Находясь в плену у странного типа по имени Босс, Максим каждую ночь спал в каком-то бараке с дощатыми холодными стенами, с сырым потолком и полом, забросанным сеном и неким тряпьём. Из тряпья он соорудил себе нечто вроде собачьей подстилки и ютился на ней, укрываясь тулупом, который «отстегнул» ему Босс. Да, по ночам Максим должен был спать, однако его постоянно будил грохот близкой канонады, сотрясение земли под побитым боком и хрипатые раскаты ужасной, тяжёлой музыки, которые постоянно вырывались из рупора, подвешенного к длинному столбу, где-то там, под свинцовым задымлённым небом.
— Ruhm und Ehre! Ruhm und Ehre! Ruhm und Ehre der Waffen-SS!! — вырывалось сейчас из проклятого рупора и врубалось в мозги, словно кайло или кувалда. — Der Waffen-SS!! — и жёсткие рифы электрогитары, вызывающие головную боль…
Здесь частенько врубали такое «творчество» — это были не марши, которые обычно запускали фашисты, устрашая врагов бравурностью, а тяжёлый рок из современности Максима. Нечто неонацистское, исполненное и записанное в разрез с законом… Сейчас они запустили «Штальгевиттер» — группу, которая выпустила всего один альбом перед тем, как её запретили за пропаганду фашизма. Попадался и «Раммштайн» — только вот минут десять назад рычали: «Führe mich, Halte mich…»… И что-то ещё в этом роде… Как всё-таки гротескно выглядит этот рок двухтысячных годов на фоне удручающе безысходных пейзажей Второй мировой войны… Максим не спал. Он не мог спать под такой зловещий аккомпанемент: взрывы, свист пуль, и плюс все эти песни…
Внезапно дверь его барака заскрипела — да, дверь страшно скрипела, поворачиваясь на своих неуклюжих петлях, когда кто-либо или даже ветер приоткрывал её. Но на этот раз дверь не приоткрыли, а распахнули, и на пороге барака возник сам Босс. За его спиной маячил низкорослый неуклюжий человечек по имени Шульц. В руках Шульца торчал некий объёмистый свёрток, из-за которого его физиономия была практически невидна, а выглядывала одна лишь немецкая фуражка. Максим давно уже осознал, что Шульц не понимает и не говорит по-русски… Хотя это могла быть всего лишь его «мимикрия», как когда-то выразился Босс. Хотелось бы верить, что это — мимикрия.

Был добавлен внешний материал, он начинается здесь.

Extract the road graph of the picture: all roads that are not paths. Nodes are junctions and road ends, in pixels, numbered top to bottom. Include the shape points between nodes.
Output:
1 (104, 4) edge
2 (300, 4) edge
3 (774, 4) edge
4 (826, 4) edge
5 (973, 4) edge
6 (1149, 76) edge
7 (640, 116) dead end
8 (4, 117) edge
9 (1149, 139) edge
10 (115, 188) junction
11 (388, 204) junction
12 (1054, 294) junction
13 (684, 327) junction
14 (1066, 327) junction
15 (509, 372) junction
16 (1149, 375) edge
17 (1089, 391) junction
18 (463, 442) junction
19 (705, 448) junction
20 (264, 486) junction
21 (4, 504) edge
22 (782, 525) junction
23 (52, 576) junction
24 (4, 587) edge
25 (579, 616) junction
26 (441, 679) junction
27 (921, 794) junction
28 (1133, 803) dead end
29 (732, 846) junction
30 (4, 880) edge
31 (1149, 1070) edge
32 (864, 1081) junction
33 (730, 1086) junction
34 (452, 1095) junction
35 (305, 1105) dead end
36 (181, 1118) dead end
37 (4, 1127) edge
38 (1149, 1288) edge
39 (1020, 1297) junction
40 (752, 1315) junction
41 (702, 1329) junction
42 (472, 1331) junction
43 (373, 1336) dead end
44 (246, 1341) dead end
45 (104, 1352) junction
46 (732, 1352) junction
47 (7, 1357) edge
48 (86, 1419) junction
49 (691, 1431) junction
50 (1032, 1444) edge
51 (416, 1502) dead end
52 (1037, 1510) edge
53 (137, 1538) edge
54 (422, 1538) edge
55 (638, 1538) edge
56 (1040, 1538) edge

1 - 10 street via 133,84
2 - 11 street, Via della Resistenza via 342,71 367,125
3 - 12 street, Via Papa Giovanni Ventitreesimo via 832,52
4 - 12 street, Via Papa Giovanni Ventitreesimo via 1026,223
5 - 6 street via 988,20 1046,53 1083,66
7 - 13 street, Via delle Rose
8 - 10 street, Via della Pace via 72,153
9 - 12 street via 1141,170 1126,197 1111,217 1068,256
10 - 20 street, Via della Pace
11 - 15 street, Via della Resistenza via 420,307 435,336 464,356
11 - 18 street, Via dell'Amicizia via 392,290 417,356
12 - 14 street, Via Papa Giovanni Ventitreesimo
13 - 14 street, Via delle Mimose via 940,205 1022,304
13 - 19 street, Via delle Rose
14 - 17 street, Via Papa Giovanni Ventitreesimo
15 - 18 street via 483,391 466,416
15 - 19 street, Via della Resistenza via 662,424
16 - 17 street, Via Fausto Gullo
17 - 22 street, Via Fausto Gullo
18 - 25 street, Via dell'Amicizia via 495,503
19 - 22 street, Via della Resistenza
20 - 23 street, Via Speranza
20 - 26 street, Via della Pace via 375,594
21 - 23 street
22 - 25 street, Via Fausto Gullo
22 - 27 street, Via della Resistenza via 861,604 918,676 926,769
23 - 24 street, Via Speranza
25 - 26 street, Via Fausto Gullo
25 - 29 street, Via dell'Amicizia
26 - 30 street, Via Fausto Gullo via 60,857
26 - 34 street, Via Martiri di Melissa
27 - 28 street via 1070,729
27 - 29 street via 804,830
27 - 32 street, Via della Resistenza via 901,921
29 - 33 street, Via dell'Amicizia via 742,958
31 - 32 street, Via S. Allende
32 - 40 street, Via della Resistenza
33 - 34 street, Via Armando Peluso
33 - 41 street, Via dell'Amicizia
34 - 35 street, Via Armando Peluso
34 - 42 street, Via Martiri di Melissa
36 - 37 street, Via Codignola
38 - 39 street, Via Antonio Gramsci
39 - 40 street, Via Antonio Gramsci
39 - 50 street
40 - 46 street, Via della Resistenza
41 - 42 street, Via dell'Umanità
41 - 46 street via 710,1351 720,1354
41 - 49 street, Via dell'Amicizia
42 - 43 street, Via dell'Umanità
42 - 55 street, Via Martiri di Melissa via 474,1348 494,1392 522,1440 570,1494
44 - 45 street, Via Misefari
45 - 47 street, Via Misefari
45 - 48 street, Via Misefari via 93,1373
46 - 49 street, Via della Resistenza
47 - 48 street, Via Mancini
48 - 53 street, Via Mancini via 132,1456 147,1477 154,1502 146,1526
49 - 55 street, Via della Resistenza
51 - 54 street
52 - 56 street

— Эй, Турист! — позвал Максима Босс, и придвинулся к нему почти что вплотную, Максим даже подумал, что он сейчас чего доброго наступит своим тяжёлым сапогом ему на нос.
— Чего? — нехотя отозвался сонный Максим, которому кличка «Турист» была так же противна, как Гитлеры и свастики, которые светились тут на всех стенах.
— Давай, Турист, отдирай задницу — пора наводить марафет и кое-куда съездить! — весело объявил Босс, прожигая Максима таким взглядом, словно бы собирался сожрать без соли.
Максим зашевелился, но вылезать из-под тулупа не стремился, потому что под ним было тепло, а воздух покалывал холодными иголочками. Он сел на своей подстилке из тряпья и снизу вверх взглянул на высокого плечистого Босса, который возвышался над ним несокрушимым колоссом. Босс был одет в своём привычном стиле: в серый полевой мундир СС, украшенный какими-то орденами в форме блестящих крестов. Он всё время так одевался… правда иногда натаскивал и панковские широкие джинсы с огромными карманами — когда решал, что ему нужно «флипнуть» в будущее…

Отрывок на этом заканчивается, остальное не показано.